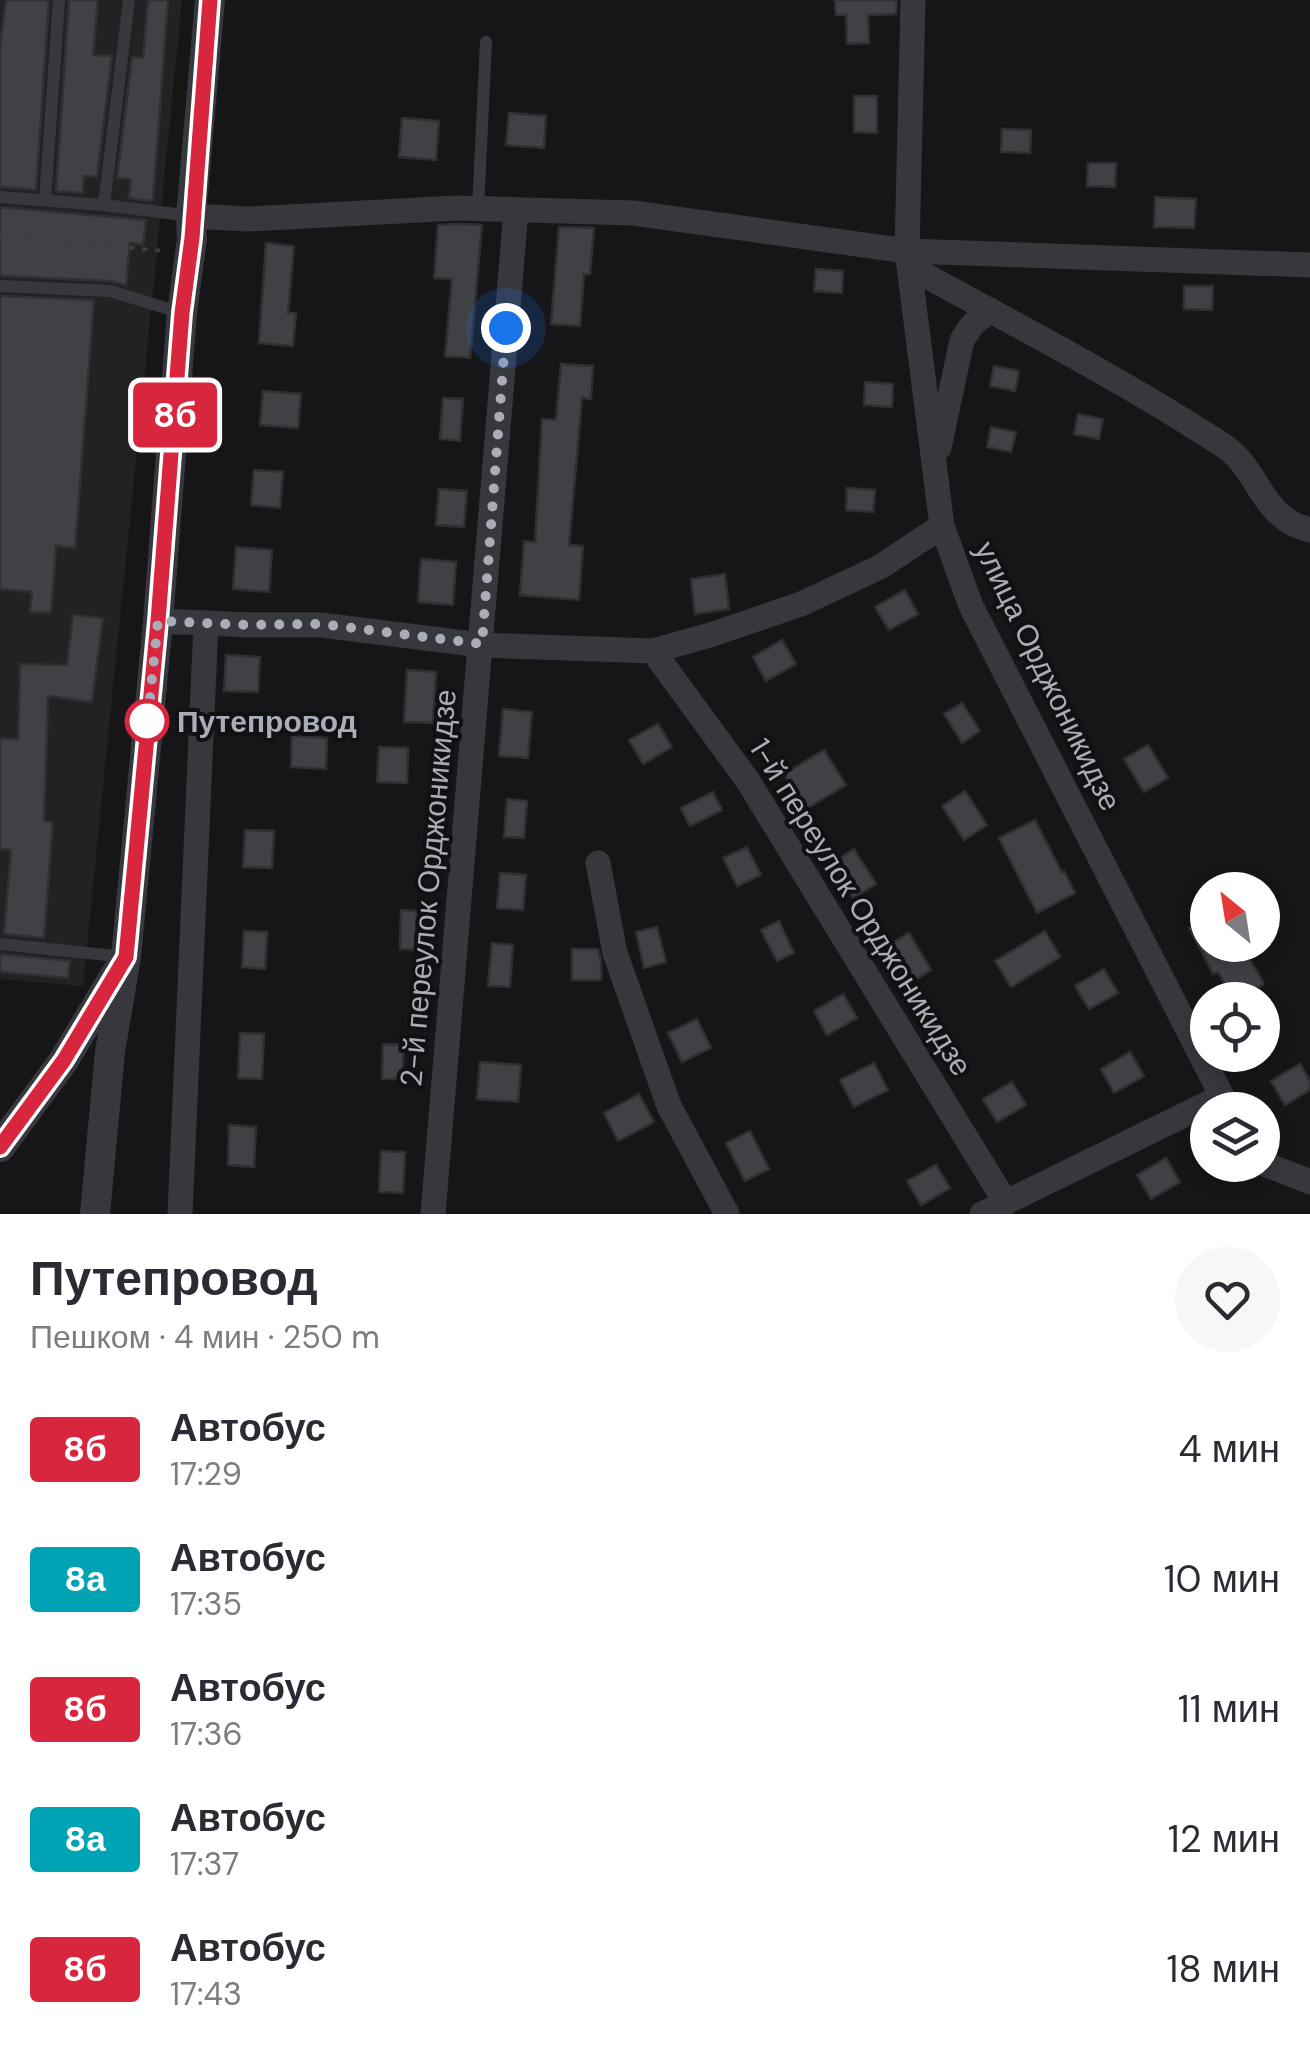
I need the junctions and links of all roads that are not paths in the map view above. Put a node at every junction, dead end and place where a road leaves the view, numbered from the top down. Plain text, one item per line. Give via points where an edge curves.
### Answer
1 (58, 0) edge
2 (129, 0) edge
3 (210, 0) edge
4 (913, 0) edge
5 (486, 42) dead end
6 (0, 197) edge
7 (44, 200) junction
8 (104, 205) junction
9 (478, 209) junction
10 (516, 210) junction
11 (192, 216) junction
12 (909, 259) junction
13 (1310, 265) edge
14 (0, 286) edge
15 (990, 310) junction
16 (182, 313) junction
17 (935, 468) junction
18 (942, 526) junction
19 (1310, 530) edge
20 (158, 621) junction
21 (206, 623) junction
22 (482, 644) junction
23 (653, 651) junction
24 (598, 862) dead end
25 (0, 944) edge
26 (126, 957) junction
27 (74, 1044) junction
28 (110, 1052) junction
29 (1219, 1092) edge
30 (1190, 1119) edge
31 (0, 1147) edge
32 (1280, 1170) edge
33 (1310, 1182) edge
34 (1006, 1202) junction
35 (94, 1214) edge
36 (180, 1214) edge
37 (433, 1214) edge
38 (727, 1214) edge
39 (982, 1214) edge

1 - 7 lane
2 - 8 lane
3 - 11 street
4 - 12 street, улица Орджоникидзе
5 - 9 lane
6 - 7 lane
7 - 8 lane
8 - 11 lane
9 - 10 street
9 - 11 street
10 - 12 street via 633,213
10 - 22 street, 2-й переулок Орджоникидзе
11 - 16 street
12 - 13 street
12 - 15 street
12 - 17 street, улица Орджоникидзе
14 - 16 lane via 110,292
15 - 17 street via 962,340
15 - 19 street via 1230,450 1273,509
16 - 20 street
17 - 18 street, улица Орджоникидзе
18 - 23 street via 880,567 800,604
18 - 29 street, улица Орджоникидзе via 971,606
20 - 21 street
20 - 26 street
21 - 22 street via 320,624
21 - 36 street
22 - 23 street
22 - 37 street, 2-й переулок Орджоникидзе
23 - 34 street, 1-й переулок Орджоникидзе via 748,781
24 - 38 street via 615,953 670,1106
25 - 26 lane
26 - 27 street
26 - 28 street
27 - 28 street via 91,1040
27 - 31 street
28 - 35 street
30 - 34 street
32 - 33 street
34 - 39 street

===============

§ **Task**:
The whole listing above needs to be copied exactly; please keep the pictures out.

§ **Answer to this problem**:
I need the junctions and links of all roads that are not paths in the map view above. Put a node at every junction, dead end and place where a road leaves the view, numbered from the top down. Plain text, one item per line. Give via points where an edge curves.
### Answer
1 (58, 0) edge
2 (129, 0) edge
3 (210, 0) edge
4 (913, 0) edge
5 (486, 42) dead end
6 (0, 197) edge
7 (44, 200) junction
8 (104, 205) junction
9 (478, 209) junction
10 (516, 210) junction
11 (192, 216) junction
12 (909, 259) junction
13 (1310, 265) edge
14 (0, 286) edge
15 (990, 310) junction
16 (182, 313) junction
17 (935, 468) junction
18 (942, 526) junction
19 (1310, 530) edge
20 (158, 621) junction
21 (206, 623) junction
22 (482, 644) junction
23 (653, 651) junction
24 (598, 862) dead end
25 (0, 944) edge
26 (126, 957) junction
27 (74, 1044) junction
28 (110, 1052) junction
29 (1219, 1092) edge
30 (1190, 1119) edge
31 (0, 1147) edge
32 (1280, 1170) edge
33 (1310, 1182) edge
34 (1006, 1202) junction
35 (94, 1214) edge
36 (180, 1214) edge
37 (433, 1214) edge
38 (727, 1214) edge
39 (982, 1214) edge

1 - 7 lane
2 - 8 lane
3 - 11 street
4 - 12 street, улица Орджоникидзе
5 - 9 lane
6 - 7 lane
7 - 8 lane
8 - 11 lane
9 - 10 street
9 - 11 street
10 - 12 street via 633,213
10 - 22 street, 2-й переулок Орджоникидзе
11 - 16 street
12 - 13 street
12 - 15 street
12 - 17 street, улица Орджоникидзе
14 - 16 lane via 110,292
15 - 17 street via 962,340
15 - 19 street via 1230,450 1273,509
16 - 20 street
17 - 18 street, улица Орджоникидзе
18 - 23 street via 880,567 800,604
18 - 29 street, улица Орджоникидзе via 971,606
20 - 21 street
20 - 26 street
21 - 22 street via 320,624
21 - 36 street
22 - 23 street
22 - 37 street, 2-й переулок Орджоникидзе
23 - 34 street, 1-й переулок Орджоникидзе via 748,781
24 - 38 street via 615,953 670,1106
25 - 26 lane
26 - 27 street
26 - 28 street
27 - 28 street via 91,1040
27 - 31 street
28 - 35 street
30 - 34 street
32 - 33 street
34 - 39 street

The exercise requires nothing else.